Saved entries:
☆ ☆ ☆ ☆

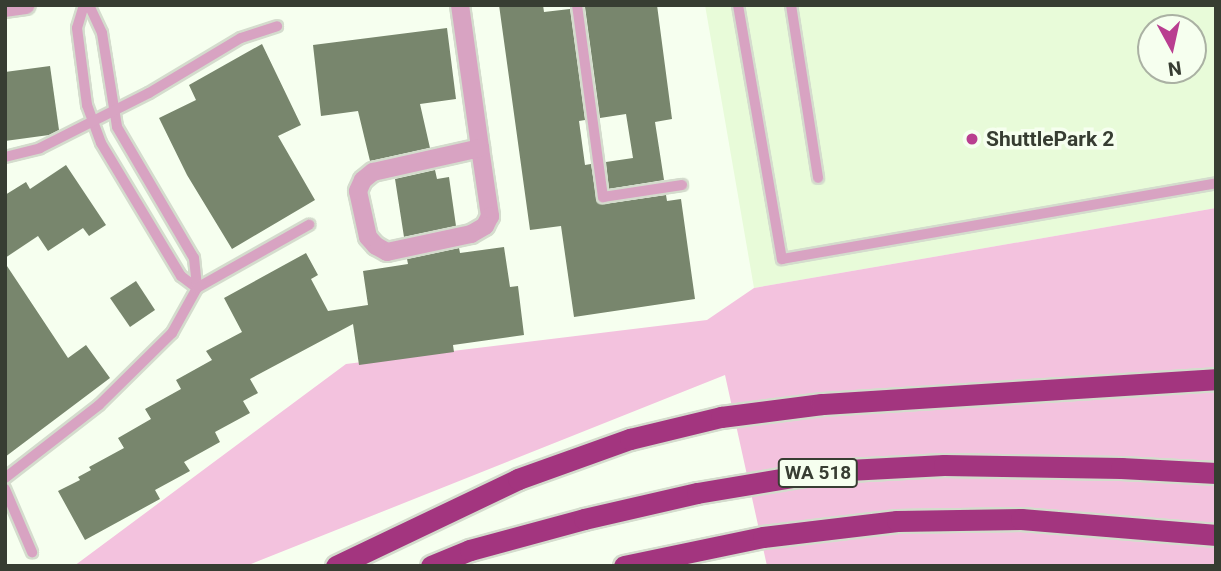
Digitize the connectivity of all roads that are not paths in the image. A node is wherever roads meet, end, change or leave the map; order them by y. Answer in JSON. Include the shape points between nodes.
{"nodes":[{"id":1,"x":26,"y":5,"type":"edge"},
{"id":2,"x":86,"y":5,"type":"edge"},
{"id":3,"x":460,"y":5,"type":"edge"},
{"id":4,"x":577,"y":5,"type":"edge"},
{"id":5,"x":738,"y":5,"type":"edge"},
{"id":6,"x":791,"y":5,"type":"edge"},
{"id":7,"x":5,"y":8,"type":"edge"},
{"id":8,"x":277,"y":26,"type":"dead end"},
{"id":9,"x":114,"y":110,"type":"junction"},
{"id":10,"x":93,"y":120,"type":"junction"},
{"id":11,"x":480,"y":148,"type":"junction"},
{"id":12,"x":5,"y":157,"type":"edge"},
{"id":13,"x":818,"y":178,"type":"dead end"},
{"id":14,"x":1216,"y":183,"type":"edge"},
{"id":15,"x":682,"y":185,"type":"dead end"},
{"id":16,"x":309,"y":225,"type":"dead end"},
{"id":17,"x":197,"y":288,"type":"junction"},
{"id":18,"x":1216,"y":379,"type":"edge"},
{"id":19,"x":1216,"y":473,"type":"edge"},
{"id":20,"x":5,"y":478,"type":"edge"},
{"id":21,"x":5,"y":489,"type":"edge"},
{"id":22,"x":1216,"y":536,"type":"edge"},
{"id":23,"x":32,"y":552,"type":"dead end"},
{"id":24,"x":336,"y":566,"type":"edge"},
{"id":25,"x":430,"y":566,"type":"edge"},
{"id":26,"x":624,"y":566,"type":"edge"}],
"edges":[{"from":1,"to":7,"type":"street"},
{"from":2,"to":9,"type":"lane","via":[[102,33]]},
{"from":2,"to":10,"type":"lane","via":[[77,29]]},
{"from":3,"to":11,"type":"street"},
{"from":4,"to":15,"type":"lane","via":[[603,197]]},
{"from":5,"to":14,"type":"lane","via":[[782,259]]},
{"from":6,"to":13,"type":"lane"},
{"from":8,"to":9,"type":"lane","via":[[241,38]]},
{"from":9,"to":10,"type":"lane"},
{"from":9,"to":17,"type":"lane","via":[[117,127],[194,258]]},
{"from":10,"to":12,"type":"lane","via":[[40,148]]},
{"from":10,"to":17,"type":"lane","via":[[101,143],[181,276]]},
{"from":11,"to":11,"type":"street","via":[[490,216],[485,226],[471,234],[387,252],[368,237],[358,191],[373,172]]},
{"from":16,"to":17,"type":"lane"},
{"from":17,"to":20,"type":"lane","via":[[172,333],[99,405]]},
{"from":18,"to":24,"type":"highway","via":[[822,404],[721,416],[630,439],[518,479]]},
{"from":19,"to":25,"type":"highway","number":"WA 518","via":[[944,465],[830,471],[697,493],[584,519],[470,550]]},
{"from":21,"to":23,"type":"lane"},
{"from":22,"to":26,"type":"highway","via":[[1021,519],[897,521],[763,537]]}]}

☆ ☆ ☆ ☆

## [Work required]
Your answer must restate the entries word for word and contain no pictures.

## [Response to this exercise]
Digitize the connectivity of all roads that are not paths in the image. A node is wherever roads meet, end, change or leave the map; order them by y. Answer in JSON. Include the shape points between nodes.
{"nodes":[{"id":1,"x":26,"y":5,"type":"edge"},
{"id":2,"x":86,"y":5,"type":"edge"},
{"id":3,"x":460,"y":5,"type":"edge"},
{"id":4,"x":577,"y":5,"type":"edge"},
{"id":5,"x":738,"y":5,"type":"edge"},
{"id":6,"x":791,"y":5,"type":"edge"},
{"id":7,"x":5,"y":8,"type":"edge"},
{"id":8,"x":277,"y":26,"type":"dead end"},
{"id":9,"x":114,"y":110,"type":"junction"},
{"id":10,"x":93,"y":120,"type":"junction"},
{"id":11,"x":480,"y":148,"type":"junction"},
{"id":12,"x":5,"y":157,"type":"edge"},
{"id":13,"x":818,"y":178,"type":"dead end"},
{"id":14,"x":1216,"y":183,"type":"edge"},
{"id":15,"x":682,"y":185,"type":"dead end"},
{"id":16,"x":309,"y":225,"type":"dead end"},
{"id":17,"x":197,"y":288,"type":"junction"},
{"id":18,"x":1216,"y":379,"type":"edge"},
{"id":19,"x":1216,"y":473,"type":"edge"},
{"id":20,"x":5,"y":478,"type":"edge"},
{"id":21,"x":5,"y":489,"type":"edge"},
{"id":22,"x":1216,"y":536,"type":"edge"},
{"id":23,"x":32,"y":552,"type":"dead end"},
{"id":24,"x":336,"y":566,"type":"edge"},
{"id":25,"x":430,"y":566,"type":"edge"},
{"id":26,"x":624,"y":566,"type":"edge"}],
"edges":[{"from":1,"to":7,"type":"street"},
{"from":2,"to":9,"type":"lane","via":[[102,33]]},
{"from":2,"to":10,"type":"lane","via":[[77,29]]},
{"from":3,"to":11,"type":"street"},
{"from":4,"to":15,"type":"lane","via":[[603,197]]},
{"from":5,"to":14,"type":"lane","via":[[782,259]]},
{"from":6,"to":13,"type":"lane"},
{"from":8,"to":9,"type":"lane","via":[[241,38]]},
{"from":9,"to":10,"type":"lane"},
{"from":9,"to":17,"type":"lane","via":[[117,127],[194,258]]},
{"from":10,"to":12,"type":"lane","via":[[40,148]]},
{"from":10,"to":17,"type":"lane","via":[[101,143],[181,276]]},
{"from":11,"to":11,"type":"street","via":[[490,216],[485,226],[471,234],[387,252],[368,237],[358,191],[373,172]]},
{"from":16,"to":17,"type":"lane"},
{"from":17,"to":20,"type":"lane","via":[[172,333],[99,405]]},
{"from":18,"to":24,"type":"highway","via":[[822,404],[721,416],[630,439],[518,479]]},
{"from":19,"to":25,"type":"highway","number":"WA 518","via":[[944,465],[830,471],[697,493],[584,519],[470,550]]},
{"from":21,"to":23,"type":"lane"},
{"from":22,"to":26,"type":"highway","via":[[1021,519],[897,521],[763,537]]}]}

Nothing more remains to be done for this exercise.